Exclude the pictures, then copy all remaining records exactly.

===== PROVIDED DATA =====

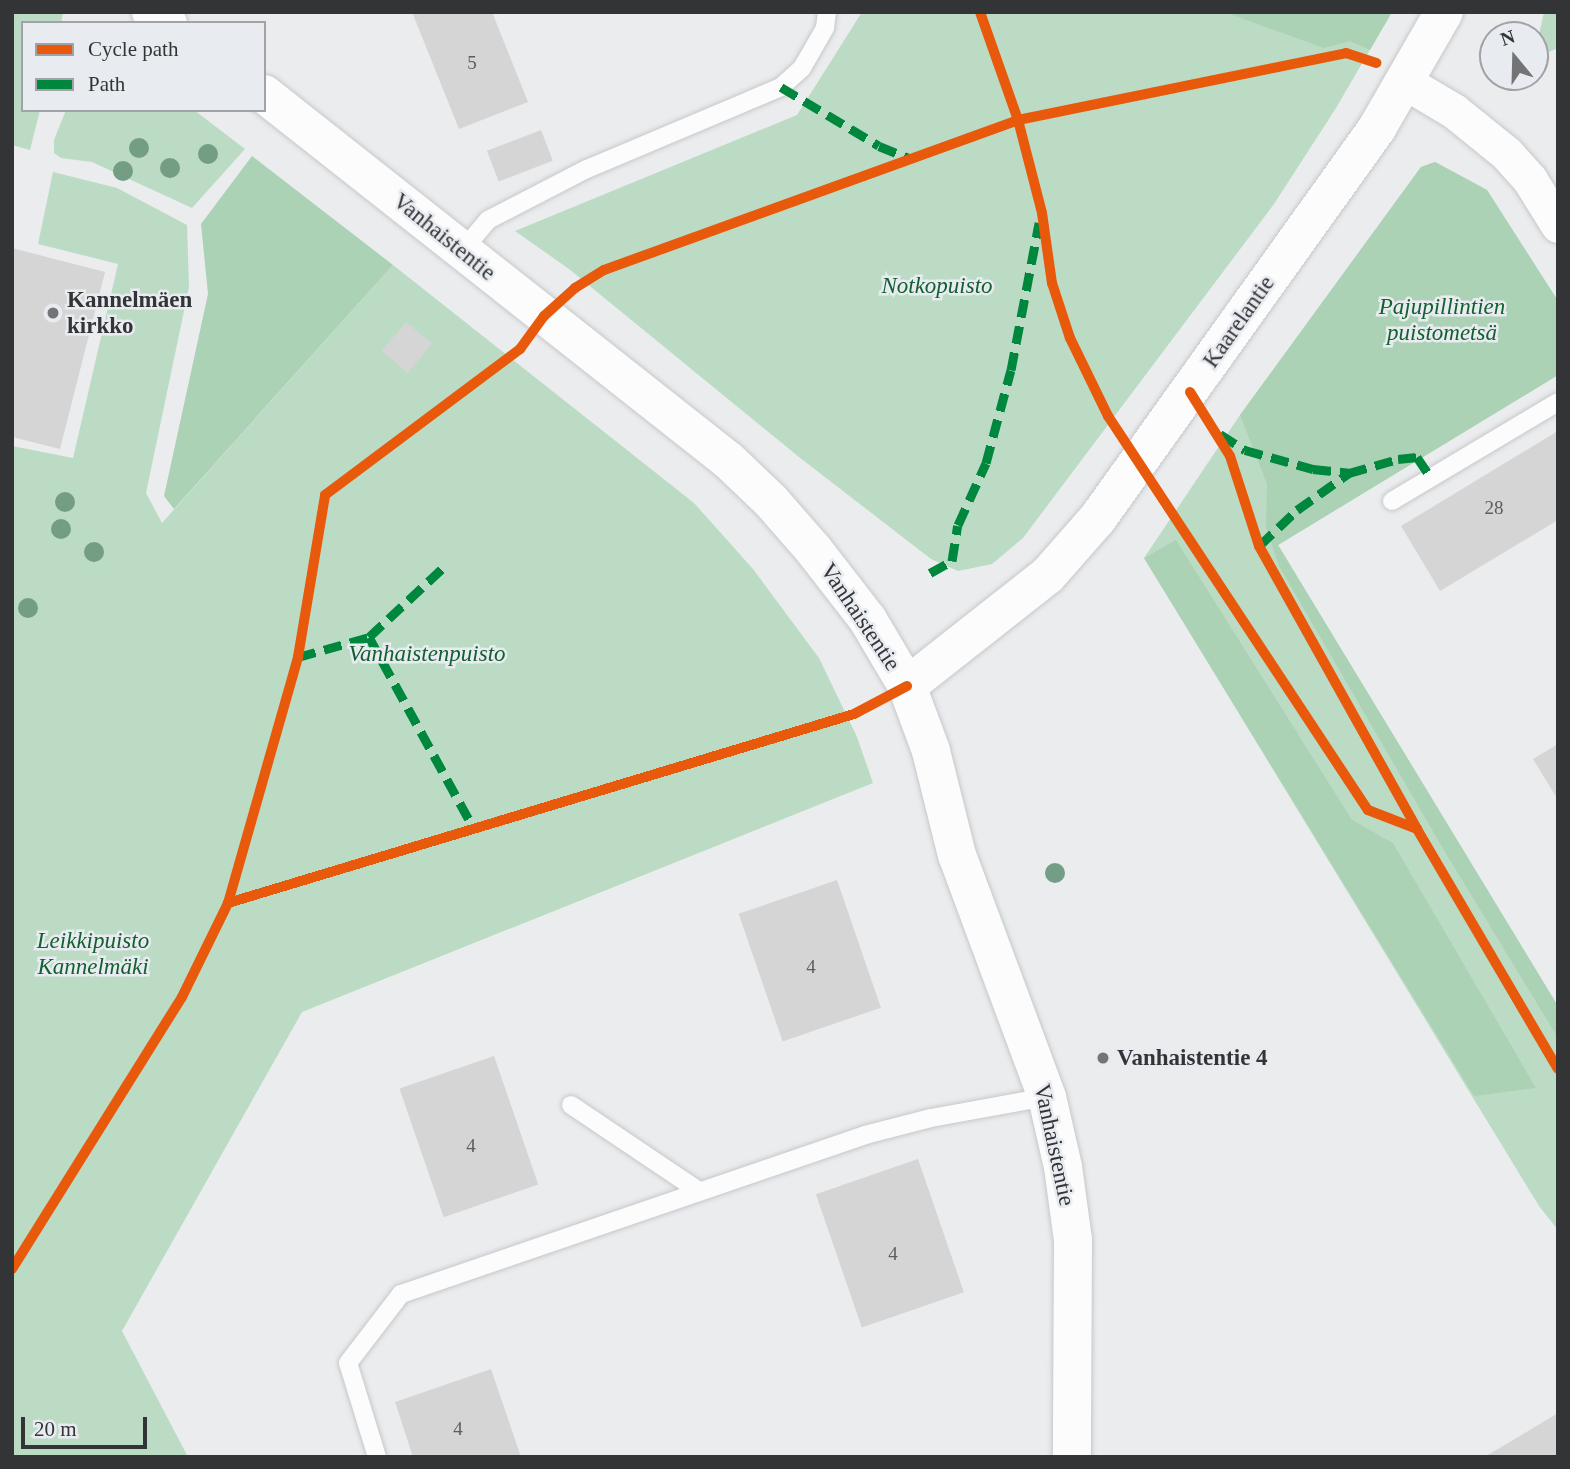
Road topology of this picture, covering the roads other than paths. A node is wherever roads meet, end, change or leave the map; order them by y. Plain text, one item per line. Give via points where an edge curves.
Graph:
1 (827, 12) edge
2 (1444, 12) edge
3 (1405, 82) junction
4 (266, 96) edge
5 (1558, 225) edge
6 (461, 251) junction
7 (1558, 402) edge
8 (1392, 501) dead end
9 (907, 686) junction
10 (1047, 1097) junction
11 (571, 1105) dead end
12 (699, 1191) junction
13 (377, 1457) edge
14 (1072, 1457) edge

1 - 6 lane via 825,27 802,68 781,87 575,175 488,220
2 - 3 main road, Kaarelantie
3 - 5 street via 1462,117 1506,153 1530,180
3 - 9 main road, Kaarelantie via 1098,518 1048,575
4 - 6 main road, Vanhaistentie
6 - 9 main road, Vanhaistentie via 728,460 771,500 868,620
7 - 8 lane
9 - 10 main road, Vanhaistentie via 931,751 957,855
10 - 12 lane via 864,1135
10 - 14 main road, Vanhaistentie via 1073,1240
11 - 12 lane
12 - 13 lane via 401,1294 348,1363

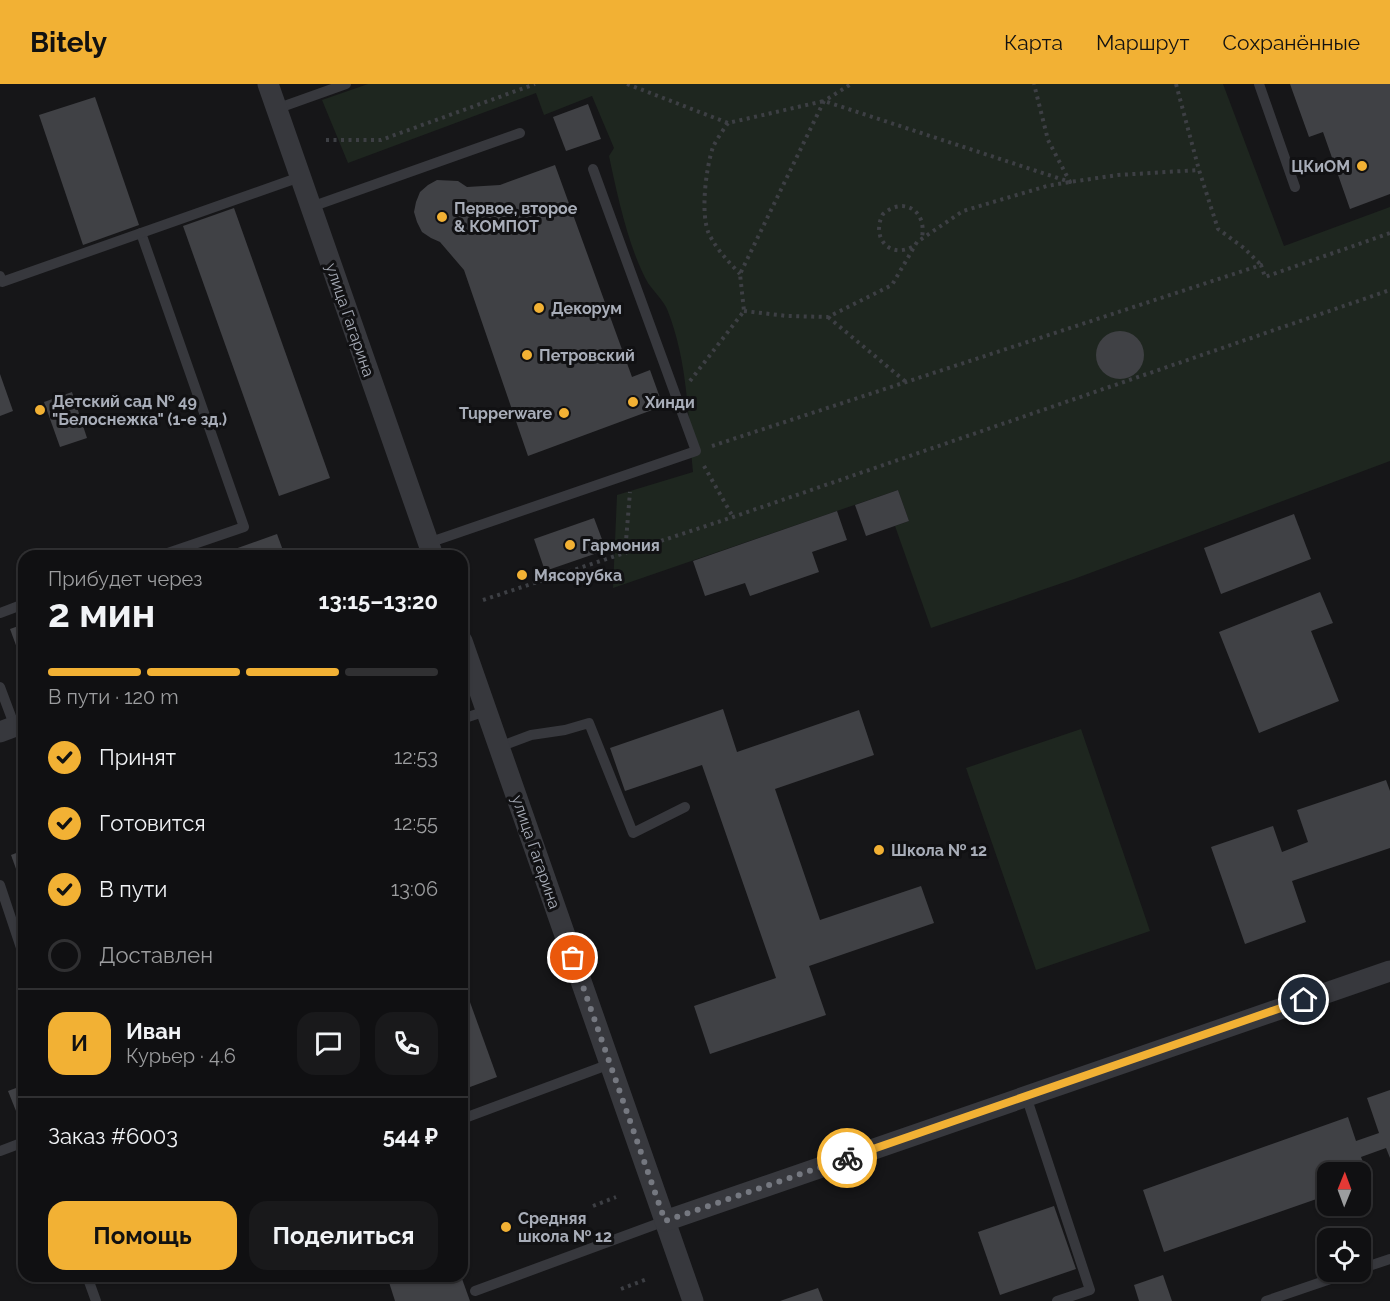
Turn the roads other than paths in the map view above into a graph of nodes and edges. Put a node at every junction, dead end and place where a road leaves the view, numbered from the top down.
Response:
1 (268, 84) edge
2 (346, 84) edge
3 (1258, 84) edge
4 (276, 109) junction
5 (520, 133) dead end
6 (593, 169) dead end
7 (300, 177) junction
8 (1295, 187) dead end
9 (311, 207) junction
10 (141, 233) junction
11 (0, 276) edge
12 (177, 550) edge
13 (430, 550) edge
14 (18, 606) edge
15 (0, 613) edge
16 (468, 658) edge
17 (0, 687) edge
18 (486, 711) junction
19 (468, 717) edge
20 (13, 727) edge
21 (499, 747) junction
22 (685, 807) dead end
23 (0, 885) edge
24 (18, 939) edge
25 (1390, 970) edge
26 (610, 1064) junction
27 (1026, 1096) junction
28 (468, 1117) edge
29 (18, 1144) edge
30 (0, 1151) edge
31 (665, 1221) junction
32 (1390, 1259) edge
33 (1371, 1265) edge
34 (89, 1282) edge
35 (1322, 1282) edge
36 (475, 1291) dead end
37 (96, 1301) edge
38 (693, 1301) edge
39 (1057, 1301) edge
40 (1266, 1301) edge

1 - 4 street, улица Гагарина
2 - 4 lane
3 - 8 lane
4 - 7 street, улица Гагарина
5 - 9 lane
6 - 13 lane
7 - 9 street, улица Гагарина
7 - 10 lane
9 - 13 street, улица Гагарина
10 - 11 lane
10 - 12 lane
14 - 15 lane
16 - 18 street, улица Гагарина
17 - 20 lane
18 - 19 lane
18 - 21 street, улица Гагарина
21 - 22 lane
21 - 26 street, улица Гагарина
23 - 24 lane
25 - 27 street
26 - 28 lane
26 - 31 street, улица Гагарина
27 - 31 street
27 - 39 lane
29 - 30 lane
31 - 36 lane
31 - 38 street, улица Гагарина
32 - 33 lane
34 - 37 lane
35 - 40 lane

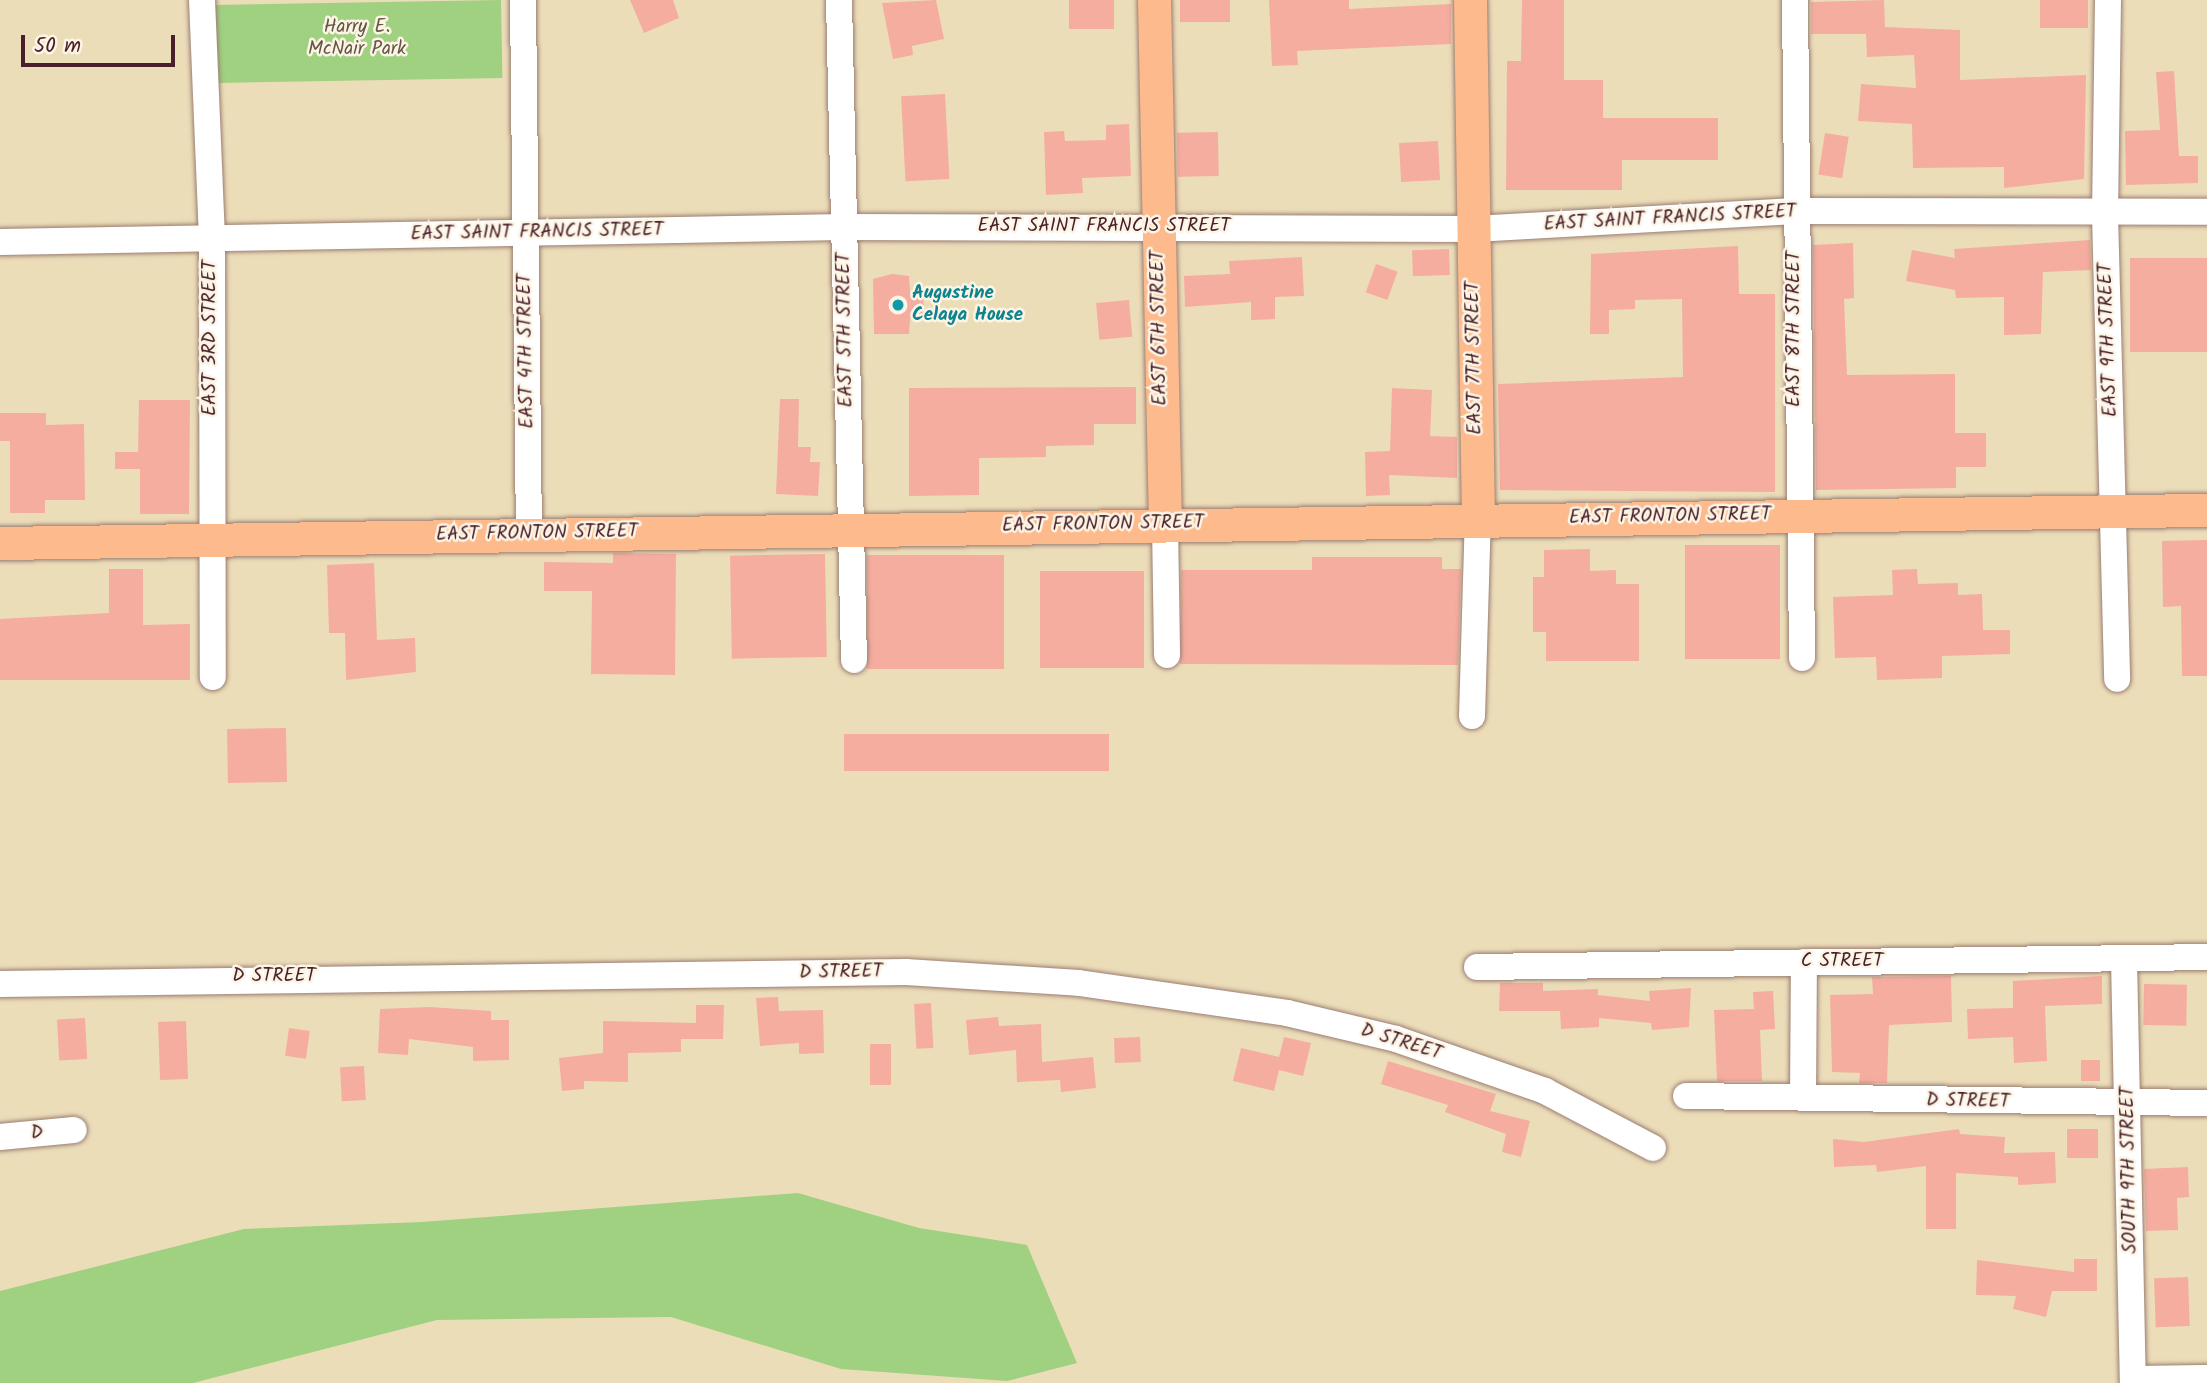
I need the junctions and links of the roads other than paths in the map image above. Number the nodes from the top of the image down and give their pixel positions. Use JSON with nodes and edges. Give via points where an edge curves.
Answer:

=====

== YOUR RESPONSE ==
Road topology of this picture, covering the roads other than paths. A node is wherever roads meet, end, change or leave the map; order them by y. Plain text, one item per line. Give via points where an edge curves.
Graph:
1 (827, 12) edge
2 (1444, 12) edge
3 (1405, 82) junction
4 (266, 96) edge
5 (1558, 225) edge
6 (461, 251) junction
7 (1558, 402) edge
8 (1392, 501) dead end
9 (907, 686) junction
10 (1047, 1097) junction
11 (571, 1105) dead end
12 (699, 1191) junction
13 (377, 1457) edge
14 (1072, 1457) edge

1 - 6 lane via 825,27 802,68 781,87 575,175 488,220
2 - 3 main road, Kaarelantie
3 - 5 street via 1462,117 1506,153 1530,180
3 - 9 main road, Kaarelantie via 1098,518 1048,575
4 - 6 main road, Vanhaistentie
6 - 9 main road, Vanhaistentie via 728,460 771,500 868,620
7 - 8 lane
9 - 10 main road, Vanhaistentie via 931,751 957,855
10 - 12 lane via 864,1135
10 - 14 main road, Vanhaistentie via 1073,1240
11 - 12 lane
12 - 13 lane via 401,1294 348,1363

Turn the roads other than paths in the map view above into a graph of nodes and edges. Put a node at every junction, dead end and place where a road leaves the view, numbered from the top down.
Response:
1 (268, 84) edge
2 (346, 84) edge
3 (1258, 84) edge
4 (276, 109) junction
5 (520, 133) dead end
6 (593, 169) dead end
7 (300, 177) junction
8 (1295, 187) dead end
9 (311, 207) junction
10 (141, 233) junction
11 (0, 276) edge
12 (177, 550) edge
13 (430, 550) edge
14 (18, 606) edge
15 (0, 613) edge
16 (468, 658) edge
17 (0, 687) edge
18 (486, 711) junction
19 (468, 717) edge
20 (13, 727) edge
21 (499, 747) junction
22 (685, 807) dead end
23 (0, 885) edge
24 (18, 939) edge
25 (1390, 970) edge
26 (610, 1064) junction
27 (1026, 1096) junction
28 (468, 1117) edge
29 (18, 1144) edge
30 (0, 1151) edge
31 (665, 1221) junction
32 (1390, 1259) edge
33 (1371, 1265) edge
34 (89, 1282) edge
35 (1322, 1282) edge
36 (475, 1291) dead end
37 (96, 1301) edge
38 (693, 1301) edge
39 (1057, 1301) edge
40 (1266, 1301) edge

1 - 4 street, улица Гагарина
2 - 4 lane
3 - 8 lane
4 - 7 street, улица Гагарина
5 - 9 lane
6 - 13 lane
7 - 9 street, улица Гагарина
7 - 10 lane
9 - 13 street, улица Гагарина
10 - 11 lane
10 - 12 lane
14 - 15 lane
16 - 18 street, улица Гагарина
17 - 20 lane
18 - 19 lane
18 - 21 street, улица Гагарина
21 - 22 lane
21 - 26 street, улица Гагарина
23 - 24 lane
25 - 27 street
26 - 28 lane
26 - 31 street, улица Гагарина
27 - 31 street
27 - 39 lane
29 - 30 lane
31 - 36 lane
31 - 38 street, улица Гагарина
32 - 33 lane
34 - 37 lane
35 - 40 lane

I need the junctions and links of the roads other than paths in the map image above. Number the nodes from the top of the image down and give their pixel positions. Use JSON with nodes and edges. Give via points where an edge curves.
Answer:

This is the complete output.